The package for running lists of commands, while viewing their output.
Coming soon to MELPA!
- Combine shell commands sequentially interactively.
- No blocking user input for process output.
- Match against process output as it streams, Ex: regexp search for Server listening on Port.
- Named buffers for output buffers. If a matcher returns true, the output buffer stays alive until the process dies, while the queue continues executing the remaining scheduled commands.
- Callbacks based on the process's lifecycle
- org-runbook.el integration
- deferred.el integration
(compile-queue-$ QUEUE-NAME &rest COMMANDS)
compile-queue-$ is a macro for chaining COMMANDS on the compile-queue.

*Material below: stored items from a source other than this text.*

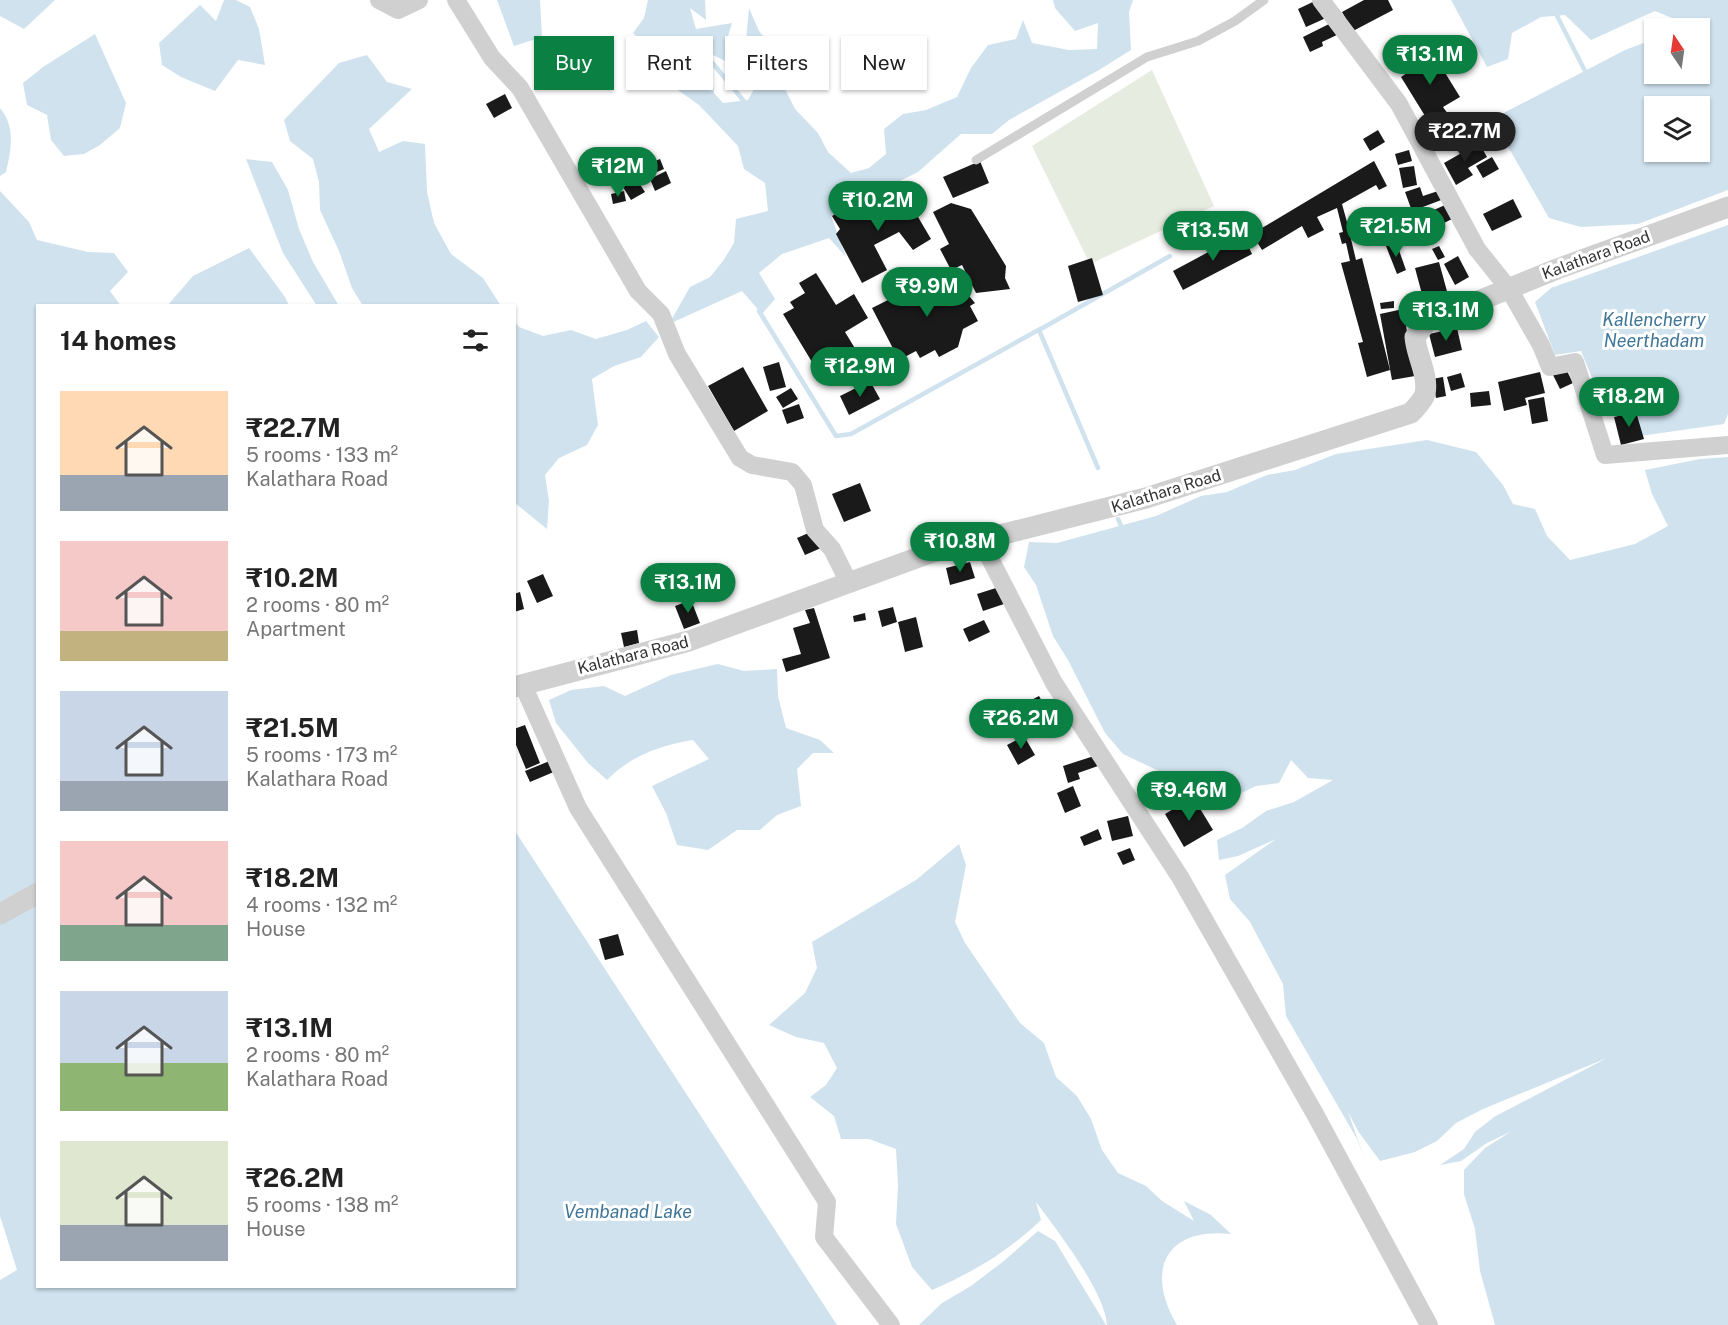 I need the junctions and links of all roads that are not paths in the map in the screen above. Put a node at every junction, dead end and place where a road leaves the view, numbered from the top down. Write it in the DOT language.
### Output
graph roads {
  1 [pos="380,0"];
  2 [pos="419,0"];
  3 [pos="456,0"];
  4 [pos="1264,0"];
  5 [pos="1321,0"];
  6 [pos="976,160"];
  7 [pos="1728,207"];
  8 [pos="1509,289"];
  9 [pos="1728,445"];
  10 [pos="981,541"];
  11 [pos="849,583"];
  12 [pos="519,686"];
  13 [pos="36,894"];
  14 [pos="0,914"];
  15 [pos="891,1325"];
  16 [pos="1429,1325"];
  1 -- 2 [label="street"];
  3 -- 11 [label="street"];
  4 -- 6 [label="lane"];
  5 -- 8 [label="street"];
  7 -- 8 [label="street, Kalathara Road"];
  8 -- 9 [label="street"];
  8 -- 10 [label="street, Kalathara Road"];
  10 -- 11 [label="street, Kalathara Road"];
  10 -- 16 [label="street"];
  11 -- 12 [label="street, Kalathara Road"];
  12 -- 15 [label="street"];
  13 -- 14 [label="street"];
}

Fully compatible with deferred.el's deferred:$
QUEUE-NAME is optional.
Currently there are 2 special types
(shell &rest COMMAND)
(! &rest COMMAND)
Run the command specified by joining the list of COMMAND with spaces
(deferred-shell &rest COMMAND)
(!deferred &rest COMMAND)
Waits to schedule the command until the deferred chain before this has already completed.

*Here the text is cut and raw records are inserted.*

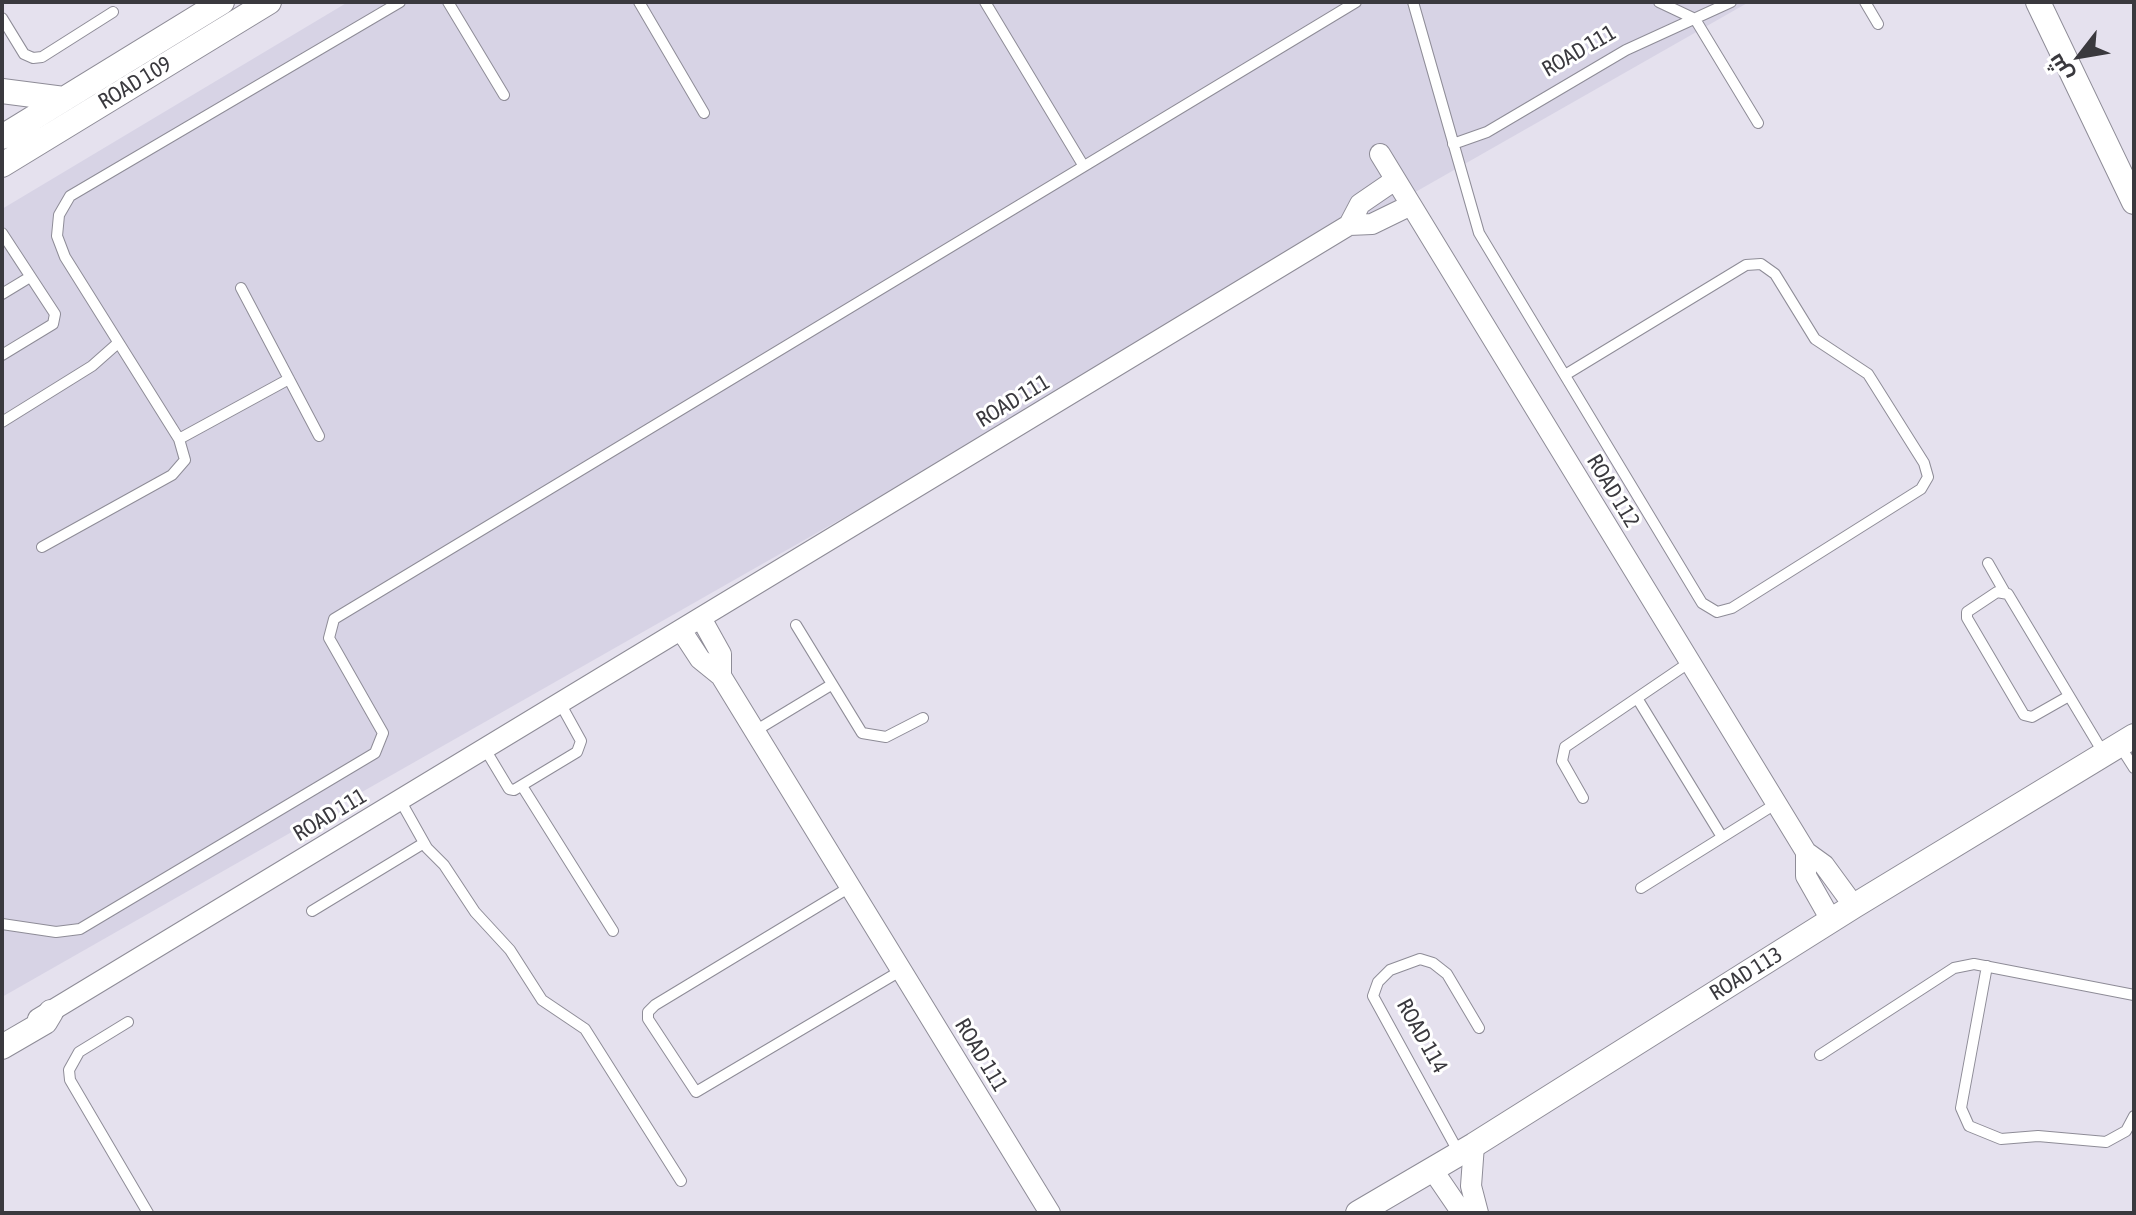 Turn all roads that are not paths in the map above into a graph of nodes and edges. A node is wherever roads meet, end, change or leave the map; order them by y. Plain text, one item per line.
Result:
1 (222, 2) edge
2 (269, 2) edge
3 (400, 2) edge
4 (448, 2) edge
5 (639, 2) edge
6 (985, 2) edge
7 (1356, 2) edge
8 (1413, 2) edge
9 (1659, 2) edge
10 (1731, 2) edge
11 (1865, 2) edge
12 (2038, 2) edge
13 (113, 12) dead end
14 (2, 18) edge
15 (1695, 19) junction
16 (1878, 24) dead end
17 (2, 91) edge
18 (504, 95) dead end
19 (64, 99) junction
20 (704, 113) dead end
21 (1758, 123) dead end
22 (7, 144) edge
23 (1453, 144) junction
24 (1380, 154) dead end
25 (1083, 165) junction
26 (1395, 180) junction
27 (2134, 202) edge
28 (1411, 205) junction
29 (1349, 225) junction
30 (2, 233) edge
31 (30, 277) junction
32 (241, 288) dead end
33 (2, 294) edge
34 (118, 343) junction
35 (2, 355) edge
36 (1565, 375) junction
37 (289, 379) junction
38 (2, 422) edge
39 (319, 436) dead end
40 (179, 439) junction
41 (42, 547) dead end
42 (1988, 563) dead end
43 (2004, 591) junction
44 (701, 618) junction
45 (796, 625) dead end
46 (681, 630) junction
47 (1690, 662) junction
48 (721, 676) junction
49 (831, 685) junction
50 (2069, 696) junction
51 (1637, 698) junction
52 (560, 703) junction
53 (923, 718) dead end
54 (755, 731) junction
55 (2119, 745) edge
56 (485, 749) junction
57 (2134, 768) edge
58 (522, 786) junction
59 (1583, 798) dead end
60 (400, 800) junction
61 (1777, 803) junction
62 (1722, 837) junction
63 (424, 843) junction
64 (1806, 852) junction
65 (850, 887) junction
66 (1641, 888) dead end
67 (1854, 906) junction
68 (312, 911) dead end
69 (1831, 920) junction
70 (2, 924) edge
71 (613, 931) dead end
72 (1987, 966) junction
73 (902, 970) junction
74 (2134, 995) edge
75 (51, 1012) junction
76 (128, 1022) dead end
77 (1479, 1028) dead end
78 (2, 1036) edge
79 (2, 1047) edge
80 (1820, 1055) dead end
81 (2134, 1116) edge
82 (1467, 1149) junction
83 (1432, 1169) junction
84 (681, 1181) dead end
85 (148, 1213) edge
86 (1050, 1213) edge
87 (1358, 1213) edge
88 (1462, 1213) edge
89 (1478, 1213) edge

1 - 19 street, ROAD 109
2 - 22 street, ROAD 109
3 - 34 lane
4 - 18 lane
5 - 20 lane
6 - 25 lane
7 - 25 lane
8 - 23 lane
9 - 15 lane
10 - 15 lane, ROAD 111
11 - 16 lane
12 - 27 street
13 - 14 lane
15 - 21 lane
15 - 23 lane, ROAD 111
17 - 19 street
19 - 22 street, ROAD 109
23 - 36 lane
24 - 26 street, ROAD 112
25 - 70 lane
26 - 28 street, ROAD 112
26 - 29 street, ROAD 111
28 - 29 street, ROAD 111
28 - 47 street, ROAD 112
29 - 44 street, ROAD 111
30 - 31 lane
31 - 33 lane
31 - 35 lane
32 - 37 lane
34 - 38 lane
34 - 40 lane
36 - 36 lane
37 - 39 lane
37 - 40 lane
40 - 41 lane
42 - 43 lane
43 - 50 lane
43 - 50 lane
44 - 46 street, ROAD 111
44 - 48 street, ROAD 111
45 - 49 lane
46 - 48 street, ROAD 111
46 - 52 street, ROAD 111
47 - 51 lane
47 - 61 street, ROAD 112
48 - 54 street, ROAD 111
49 - 53 lane
49 - 54 lane
50 - 55 lane
51 - 59 lane
51 - 62 lane
52 - 56 street, ROAD 111
52 - 58 lane
54 - 65 street, ROAD 111
55 - 57 lane
55 - 67 street, ROAD 113
56 - 58 lane
56 - 60 street, ROAD 111
58 - 71 lane
60 - 63 lane
60 - 75 street, ROAD 111
61 - 62 lane
61 - 64 street, ROAD 112
62 - 66 lane
63 - 68 lane
63 - 84 lane
64 - 67 street, ROAD 112
64 - 69 street, ROAD 112
65 - 73 street, ROAD 111
65 - 73 lane
67 - 69 street, ROAD 113
69 - 82 street, ROAD 113
72 - 74 lane
72 - 80 lane
72 - 81 lane
73 - 86 street, ROAD 111
75 - 78 street, ROAD 111
75 - 79 street
76 - 85 lane
77 - 82 lane, ROAD 114
82 - 83 street, ROAD 113
82 - 89 street
83 - 87 street, ROAD 113
83 - 88 street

(org-runbook &rest COMMAND)
(> &rest COMMAND)
(deferred-org-runbook &rest COMMAND)
(>deferred &rest COMMAND)
Run the command by matching the first org-runbook command that matches COMMAND concatenated with >>.
For instance, given
* A
** A1
#+BEGIN_SRC compile-queue
echo A
#+END_SRC
* B
* B2
(org-runbook "A >> A1")
(org-runbook "A" "A1")
Both resolve to the command
echo A
All types take the following keywords:
A cons list of environment variables like (("KEY2" . "VALUE2") ("KEY2" . "VALUE2"))
The major mode to use for the buffer that handles the output from the shell command
The default-directory to use when executing the shell command
The name of the buffer that will handle the output from the shell command.
compile-queue.el can be used as a target for org-runbook.el.
M-x customize-variable
[RET] org-runbook-execute-command-action
[RET]
Set value to #'compile-queue-execute-org-runbook-command
(compile-queue-$
(shell "echo Command 1")
(shell "echo Command 2"))
This will run
echo Command 1
and then
echo Command 2
in the buffer specified by compile-queue-root-queue.
(compile-queue-$
(shell
:buffer-name "*long*"
:matcher (re-search-regexp "Command 2" nil t)
"echo Command 1;sleep 1; echo Command 2; sleep 1; echo Command 3")
(shell "echo Next"))
This will run
echo Command 1
sleep 1
echo Command 2
At which point the matcher will match the string Command 2,
which will trigger the next command in the compile-queue to execute, which will be
echo Next
in the buffer specified by compile-queue-root-queue.
echo Command 1
sleep 1
echo Command 2
sleep 1
echo Command 3
The block will still finish running even though the compile-queue is no longer displaying it. The output is accessible by viewing "long" since that was spceified as the buffer's name.
(compile-queue-$ "queue-1"
(shell "echo Queue 1;sleep 1; echo DONE"))
(compile-queue-$ "queue-2"
(shell "echo Queue 2;sleep 2; echo DONE"))
(compile-queue-$
(shell "echo TEST")
(deferred:nextc it (lambda (buffer)
(set-buffer buffer)
(message "%s" (string-trim (buffer-string))))))
This will print the string "TEST" in the minibuffer.
(compile-queue-$
(shell "echo TEST; sleep 1")
;; `it' is set similarly to how `deferred:$' handles `it'.
(deferred:nextc it (lambda (buffer)
(set-buffer buffer)
(message "%s" (string-trim (buffer-string)))))
(deferred-shell "echo DONE"))
This will defer scheduling "echo DONE" until after
(lambda (buffer)
(set-buffer buffer)
(message "%s" (string-trim (buffer-string))))
Completes.
Contributions welcome, but forking preferred. I plan to actively maintain this, but I will be prioritizing features that impact me first.
I'll look at most pull requests eventually, but there is no SLA on those being accepted.
Also, I will only respond to pull requests on a case by case basis. I have no obligation to comment on, justify not accepting, or accept any given pull request. Feel free to start a fork that has more support in that area.
If there's a great pull request that I'm slow on accepting, feel free to fork and rename the project.